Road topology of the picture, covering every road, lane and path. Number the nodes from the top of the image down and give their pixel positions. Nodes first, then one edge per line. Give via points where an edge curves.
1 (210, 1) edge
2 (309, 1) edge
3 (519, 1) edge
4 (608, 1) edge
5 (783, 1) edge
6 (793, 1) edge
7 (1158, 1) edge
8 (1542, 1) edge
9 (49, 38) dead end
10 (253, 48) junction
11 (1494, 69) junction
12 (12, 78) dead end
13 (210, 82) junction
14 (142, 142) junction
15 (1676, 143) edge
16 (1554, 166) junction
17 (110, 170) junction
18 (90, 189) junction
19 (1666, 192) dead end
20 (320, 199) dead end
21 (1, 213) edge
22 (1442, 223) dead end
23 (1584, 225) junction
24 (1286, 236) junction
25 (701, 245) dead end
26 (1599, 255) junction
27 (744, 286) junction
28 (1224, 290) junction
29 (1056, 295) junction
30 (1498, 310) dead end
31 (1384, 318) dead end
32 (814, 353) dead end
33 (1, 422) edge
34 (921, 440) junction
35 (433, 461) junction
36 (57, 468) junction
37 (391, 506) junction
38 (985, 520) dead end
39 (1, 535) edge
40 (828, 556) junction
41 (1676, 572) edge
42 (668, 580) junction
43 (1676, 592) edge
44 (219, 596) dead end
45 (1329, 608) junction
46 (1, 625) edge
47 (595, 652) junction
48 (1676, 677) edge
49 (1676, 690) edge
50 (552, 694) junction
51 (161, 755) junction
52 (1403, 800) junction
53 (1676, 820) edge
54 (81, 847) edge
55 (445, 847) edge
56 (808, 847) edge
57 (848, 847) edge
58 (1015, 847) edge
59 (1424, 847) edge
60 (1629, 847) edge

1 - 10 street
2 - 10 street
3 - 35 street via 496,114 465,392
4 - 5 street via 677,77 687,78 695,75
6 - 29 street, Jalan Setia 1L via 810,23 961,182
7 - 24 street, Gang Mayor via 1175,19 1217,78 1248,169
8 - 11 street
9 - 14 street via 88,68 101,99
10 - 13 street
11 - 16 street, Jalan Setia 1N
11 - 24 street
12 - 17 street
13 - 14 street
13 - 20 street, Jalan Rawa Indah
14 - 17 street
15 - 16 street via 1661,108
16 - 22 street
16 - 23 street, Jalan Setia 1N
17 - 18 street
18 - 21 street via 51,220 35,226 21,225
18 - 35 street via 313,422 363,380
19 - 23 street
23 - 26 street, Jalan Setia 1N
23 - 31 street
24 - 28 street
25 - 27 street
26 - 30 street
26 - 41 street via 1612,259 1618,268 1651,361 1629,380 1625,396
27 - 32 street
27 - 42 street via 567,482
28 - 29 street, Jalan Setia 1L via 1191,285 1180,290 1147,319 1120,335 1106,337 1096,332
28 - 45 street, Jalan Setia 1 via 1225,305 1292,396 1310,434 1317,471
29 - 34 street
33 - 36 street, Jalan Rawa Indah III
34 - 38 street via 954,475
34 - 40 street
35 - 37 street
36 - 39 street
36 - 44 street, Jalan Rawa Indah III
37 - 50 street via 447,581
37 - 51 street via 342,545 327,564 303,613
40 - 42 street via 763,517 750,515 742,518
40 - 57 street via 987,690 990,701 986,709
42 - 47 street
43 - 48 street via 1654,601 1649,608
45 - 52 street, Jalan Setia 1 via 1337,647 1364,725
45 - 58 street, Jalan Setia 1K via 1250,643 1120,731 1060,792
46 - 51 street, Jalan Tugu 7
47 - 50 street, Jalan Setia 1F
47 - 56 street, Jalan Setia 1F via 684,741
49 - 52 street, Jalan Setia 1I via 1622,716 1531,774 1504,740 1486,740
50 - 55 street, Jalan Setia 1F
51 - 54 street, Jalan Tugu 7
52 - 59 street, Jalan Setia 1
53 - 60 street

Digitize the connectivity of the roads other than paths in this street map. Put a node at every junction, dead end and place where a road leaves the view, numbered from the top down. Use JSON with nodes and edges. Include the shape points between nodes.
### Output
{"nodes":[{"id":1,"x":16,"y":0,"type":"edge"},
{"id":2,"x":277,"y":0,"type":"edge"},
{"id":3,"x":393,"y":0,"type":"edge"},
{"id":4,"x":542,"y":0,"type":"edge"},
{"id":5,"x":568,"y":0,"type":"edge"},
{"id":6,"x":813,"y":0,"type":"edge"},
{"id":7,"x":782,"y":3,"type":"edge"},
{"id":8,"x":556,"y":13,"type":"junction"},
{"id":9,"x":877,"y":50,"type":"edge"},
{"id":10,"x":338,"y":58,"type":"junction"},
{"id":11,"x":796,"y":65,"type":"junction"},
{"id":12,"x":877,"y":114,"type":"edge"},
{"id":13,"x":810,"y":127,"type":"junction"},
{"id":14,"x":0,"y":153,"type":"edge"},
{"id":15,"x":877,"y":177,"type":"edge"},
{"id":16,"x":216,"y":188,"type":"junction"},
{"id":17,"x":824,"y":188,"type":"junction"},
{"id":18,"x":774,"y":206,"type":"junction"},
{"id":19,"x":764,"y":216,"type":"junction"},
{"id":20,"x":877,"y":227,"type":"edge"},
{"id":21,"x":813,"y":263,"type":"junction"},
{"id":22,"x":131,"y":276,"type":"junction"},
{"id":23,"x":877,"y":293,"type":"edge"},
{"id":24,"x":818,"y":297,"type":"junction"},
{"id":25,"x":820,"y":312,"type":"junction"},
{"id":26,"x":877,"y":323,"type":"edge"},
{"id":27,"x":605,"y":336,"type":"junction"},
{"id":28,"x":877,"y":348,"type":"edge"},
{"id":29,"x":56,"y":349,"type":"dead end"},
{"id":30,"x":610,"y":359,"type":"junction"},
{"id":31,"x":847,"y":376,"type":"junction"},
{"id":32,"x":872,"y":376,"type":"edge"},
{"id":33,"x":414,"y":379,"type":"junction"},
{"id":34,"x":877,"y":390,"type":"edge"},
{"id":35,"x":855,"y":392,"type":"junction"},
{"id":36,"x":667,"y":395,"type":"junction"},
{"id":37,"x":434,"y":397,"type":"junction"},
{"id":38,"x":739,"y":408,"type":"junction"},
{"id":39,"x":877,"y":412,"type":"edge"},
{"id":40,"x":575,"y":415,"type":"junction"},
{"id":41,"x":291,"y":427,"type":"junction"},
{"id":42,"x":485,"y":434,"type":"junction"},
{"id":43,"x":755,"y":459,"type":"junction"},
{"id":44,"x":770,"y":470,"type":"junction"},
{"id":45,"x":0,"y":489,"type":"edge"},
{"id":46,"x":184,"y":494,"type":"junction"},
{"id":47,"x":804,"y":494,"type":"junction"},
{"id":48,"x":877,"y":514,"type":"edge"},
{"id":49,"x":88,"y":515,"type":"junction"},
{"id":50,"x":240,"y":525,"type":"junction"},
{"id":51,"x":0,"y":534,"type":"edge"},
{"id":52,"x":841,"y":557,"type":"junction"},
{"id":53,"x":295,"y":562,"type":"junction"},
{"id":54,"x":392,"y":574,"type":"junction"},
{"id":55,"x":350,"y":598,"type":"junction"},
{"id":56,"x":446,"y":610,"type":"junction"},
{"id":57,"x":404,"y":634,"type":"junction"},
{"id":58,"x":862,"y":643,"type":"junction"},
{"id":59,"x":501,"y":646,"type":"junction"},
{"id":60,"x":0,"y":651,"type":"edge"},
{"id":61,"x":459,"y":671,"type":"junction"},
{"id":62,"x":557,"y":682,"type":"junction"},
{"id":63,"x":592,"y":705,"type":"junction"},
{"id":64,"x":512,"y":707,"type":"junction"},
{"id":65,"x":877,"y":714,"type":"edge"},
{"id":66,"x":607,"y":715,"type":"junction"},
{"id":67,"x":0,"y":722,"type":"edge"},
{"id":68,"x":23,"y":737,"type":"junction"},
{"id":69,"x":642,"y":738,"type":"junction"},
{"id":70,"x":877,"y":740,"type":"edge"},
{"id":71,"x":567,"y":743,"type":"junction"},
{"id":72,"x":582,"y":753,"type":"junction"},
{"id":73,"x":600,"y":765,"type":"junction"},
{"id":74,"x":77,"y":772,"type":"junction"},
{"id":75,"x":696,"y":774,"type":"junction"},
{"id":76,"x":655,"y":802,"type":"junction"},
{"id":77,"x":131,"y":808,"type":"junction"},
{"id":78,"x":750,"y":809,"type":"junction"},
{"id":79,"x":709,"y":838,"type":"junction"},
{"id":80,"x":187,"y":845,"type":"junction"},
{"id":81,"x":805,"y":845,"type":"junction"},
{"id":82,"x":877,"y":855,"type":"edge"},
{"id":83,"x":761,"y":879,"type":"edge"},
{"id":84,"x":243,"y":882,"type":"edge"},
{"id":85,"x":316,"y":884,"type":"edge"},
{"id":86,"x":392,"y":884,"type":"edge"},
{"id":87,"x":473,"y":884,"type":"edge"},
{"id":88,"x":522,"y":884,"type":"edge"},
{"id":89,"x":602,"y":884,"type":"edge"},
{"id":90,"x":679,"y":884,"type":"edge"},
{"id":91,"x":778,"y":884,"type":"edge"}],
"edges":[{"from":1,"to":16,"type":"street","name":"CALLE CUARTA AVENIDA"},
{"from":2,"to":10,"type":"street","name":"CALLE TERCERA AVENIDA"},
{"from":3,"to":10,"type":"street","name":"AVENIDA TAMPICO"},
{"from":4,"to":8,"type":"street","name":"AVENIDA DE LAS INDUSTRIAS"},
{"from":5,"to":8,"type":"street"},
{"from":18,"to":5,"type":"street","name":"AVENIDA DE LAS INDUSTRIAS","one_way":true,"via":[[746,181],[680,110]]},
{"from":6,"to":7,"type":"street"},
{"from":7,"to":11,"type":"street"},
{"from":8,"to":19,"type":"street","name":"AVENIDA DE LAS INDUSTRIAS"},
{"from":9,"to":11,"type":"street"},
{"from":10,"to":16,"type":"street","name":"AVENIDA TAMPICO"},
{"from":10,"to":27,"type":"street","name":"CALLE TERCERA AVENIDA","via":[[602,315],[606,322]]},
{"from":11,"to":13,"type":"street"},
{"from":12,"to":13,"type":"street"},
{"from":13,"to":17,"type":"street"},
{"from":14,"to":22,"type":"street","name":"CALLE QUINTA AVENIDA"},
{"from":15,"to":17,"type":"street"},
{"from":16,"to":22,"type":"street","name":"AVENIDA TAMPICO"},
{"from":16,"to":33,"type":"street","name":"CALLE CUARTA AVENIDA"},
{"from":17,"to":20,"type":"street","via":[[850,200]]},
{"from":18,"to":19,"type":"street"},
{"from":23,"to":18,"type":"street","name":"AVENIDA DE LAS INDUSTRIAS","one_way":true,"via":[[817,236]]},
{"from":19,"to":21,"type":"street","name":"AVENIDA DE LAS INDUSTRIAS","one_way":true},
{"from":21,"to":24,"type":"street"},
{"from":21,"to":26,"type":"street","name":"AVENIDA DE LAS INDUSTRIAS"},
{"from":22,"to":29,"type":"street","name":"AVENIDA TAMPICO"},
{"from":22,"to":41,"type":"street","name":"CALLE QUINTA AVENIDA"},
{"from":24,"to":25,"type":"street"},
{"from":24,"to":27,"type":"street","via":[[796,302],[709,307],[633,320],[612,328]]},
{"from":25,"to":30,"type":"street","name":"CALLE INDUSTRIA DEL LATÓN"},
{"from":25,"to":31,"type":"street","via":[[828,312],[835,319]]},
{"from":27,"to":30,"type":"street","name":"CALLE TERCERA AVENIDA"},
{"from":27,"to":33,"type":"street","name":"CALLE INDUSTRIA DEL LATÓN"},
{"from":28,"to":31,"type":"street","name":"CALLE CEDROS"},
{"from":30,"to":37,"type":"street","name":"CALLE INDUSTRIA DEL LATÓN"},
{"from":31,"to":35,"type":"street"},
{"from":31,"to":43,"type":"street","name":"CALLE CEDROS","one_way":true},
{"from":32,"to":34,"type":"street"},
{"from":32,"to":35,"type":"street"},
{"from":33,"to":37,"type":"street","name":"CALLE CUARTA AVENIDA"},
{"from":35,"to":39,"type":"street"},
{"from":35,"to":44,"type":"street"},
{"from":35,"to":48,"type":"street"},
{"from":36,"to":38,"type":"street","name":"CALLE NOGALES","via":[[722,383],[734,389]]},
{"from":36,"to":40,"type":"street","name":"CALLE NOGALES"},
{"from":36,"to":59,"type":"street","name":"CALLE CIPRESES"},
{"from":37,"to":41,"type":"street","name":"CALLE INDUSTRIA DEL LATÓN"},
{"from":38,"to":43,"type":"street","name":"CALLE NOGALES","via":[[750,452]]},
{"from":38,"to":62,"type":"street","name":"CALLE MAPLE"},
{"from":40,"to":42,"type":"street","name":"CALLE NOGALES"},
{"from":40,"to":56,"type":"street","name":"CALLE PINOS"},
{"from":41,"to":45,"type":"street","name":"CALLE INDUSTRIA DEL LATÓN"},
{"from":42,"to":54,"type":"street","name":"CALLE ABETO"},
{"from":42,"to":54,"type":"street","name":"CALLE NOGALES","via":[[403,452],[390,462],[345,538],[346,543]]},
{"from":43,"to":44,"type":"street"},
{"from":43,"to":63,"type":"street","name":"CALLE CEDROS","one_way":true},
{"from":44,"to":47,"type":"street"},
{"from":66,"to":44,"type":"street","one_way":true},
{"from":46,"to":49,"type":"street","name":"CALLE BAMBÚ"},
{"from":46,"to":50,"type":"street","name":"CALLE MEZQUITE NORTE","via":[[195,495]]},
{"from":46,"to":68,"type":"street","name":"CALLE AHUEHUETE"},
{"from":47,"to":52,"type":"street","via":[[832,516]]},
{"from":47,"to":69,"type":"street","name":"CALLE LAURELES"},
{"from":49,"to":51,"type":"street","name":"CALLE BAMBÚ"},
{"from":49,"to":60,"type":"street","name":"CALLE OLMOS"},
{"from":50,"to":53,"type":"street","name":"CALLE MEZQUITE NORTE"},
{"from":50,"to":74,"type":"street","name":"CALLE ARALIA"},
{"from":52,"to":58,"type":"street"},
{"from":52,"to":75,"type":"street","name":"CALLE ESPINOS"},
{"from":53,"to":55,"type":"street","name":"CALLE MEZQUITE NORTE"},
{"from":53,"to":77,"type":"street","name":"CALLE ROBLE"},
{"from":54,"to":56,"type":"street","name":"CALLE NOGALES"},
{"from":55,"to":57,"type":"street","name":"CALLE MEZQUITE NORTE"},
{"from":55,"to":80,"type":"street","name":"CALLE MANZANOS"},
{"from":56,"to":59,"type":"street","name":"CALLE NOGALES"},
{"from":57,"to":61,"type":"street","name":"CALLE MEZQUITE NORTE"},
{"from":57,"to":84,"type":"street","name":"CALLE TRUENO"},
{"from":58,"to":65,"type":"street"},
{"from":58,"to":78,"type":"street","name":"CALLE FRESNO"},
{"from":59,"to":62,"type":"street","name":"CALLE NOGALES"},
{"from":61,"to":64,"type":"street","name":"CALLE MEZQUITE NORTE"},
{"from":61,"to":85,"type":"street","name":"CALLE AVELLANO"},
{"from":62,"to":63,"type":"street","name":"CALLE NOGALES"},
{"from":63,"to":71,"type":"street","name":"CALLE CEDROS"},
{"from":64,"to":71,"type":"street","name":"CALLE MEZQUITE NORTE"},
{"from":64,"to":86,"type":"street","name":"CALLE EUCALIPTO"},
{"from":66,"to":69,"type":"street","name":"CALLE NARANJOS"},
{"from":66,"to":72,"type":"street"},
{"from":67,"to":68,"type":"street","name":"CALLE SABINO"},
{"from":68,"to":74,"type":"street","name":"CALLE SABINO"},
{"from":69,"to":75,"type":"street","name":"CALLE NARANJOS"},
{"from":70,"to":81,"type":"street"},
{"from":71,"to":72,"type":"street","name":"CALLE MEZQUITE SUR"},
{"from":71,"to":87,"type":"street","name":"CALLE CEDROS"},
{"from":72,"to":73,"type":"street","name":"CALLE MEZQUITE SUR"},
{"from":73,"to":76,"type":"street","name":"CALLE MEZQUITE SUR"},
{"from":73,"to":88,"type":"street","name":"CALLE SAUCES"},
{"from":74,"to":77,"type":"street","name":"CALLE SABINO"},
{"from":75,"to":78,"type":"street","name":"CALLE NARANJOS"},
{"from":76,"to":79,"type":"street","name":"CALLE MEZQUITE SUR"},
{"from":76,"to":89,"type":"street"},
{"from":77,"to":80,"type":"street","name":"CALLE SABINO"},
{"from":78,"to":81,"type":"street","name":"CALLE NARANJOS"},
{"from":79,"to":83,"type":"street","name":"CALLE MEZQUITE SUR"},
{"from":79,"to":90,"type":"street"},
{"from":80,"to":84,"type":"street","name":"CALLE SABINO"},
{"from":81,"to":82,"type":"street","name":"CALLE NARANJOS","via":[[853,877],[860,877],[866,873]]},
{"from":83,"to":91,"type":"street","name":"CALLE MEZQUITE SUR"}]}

□ □ □ □

**Directions:**
Identify every line above that includes the word "INDUSTRIAS", and show those lines.

**Response area:**
{"from":4,"to":8,"type":"street","name":"AVENIDA DE LAS INDUSTRIAS"},
{"from":18,"to":5,"type":"street","name":"AVENIDA DE LAS INDUSTRIAS","one_way":true,"via":[[746,181],[680,110]]},
{"from":8,"to":19,"type":"street","name":"AVENIDA DE LAS INDUSTRIAS"},
{"from":23,"to":18,"type":"street","name":"AVENIDA DE LAS INDUSTRIAS","one_way":true,"via":[[817,236]]},
{"from":19,"to":21,"type":"street","name":"AVENIDA DE LAS INDUSTRIAS","one_way":true},
{"from":21,"to":26,"type":"street","name":"AVENIDA DE LAS INDUSTRIAS"},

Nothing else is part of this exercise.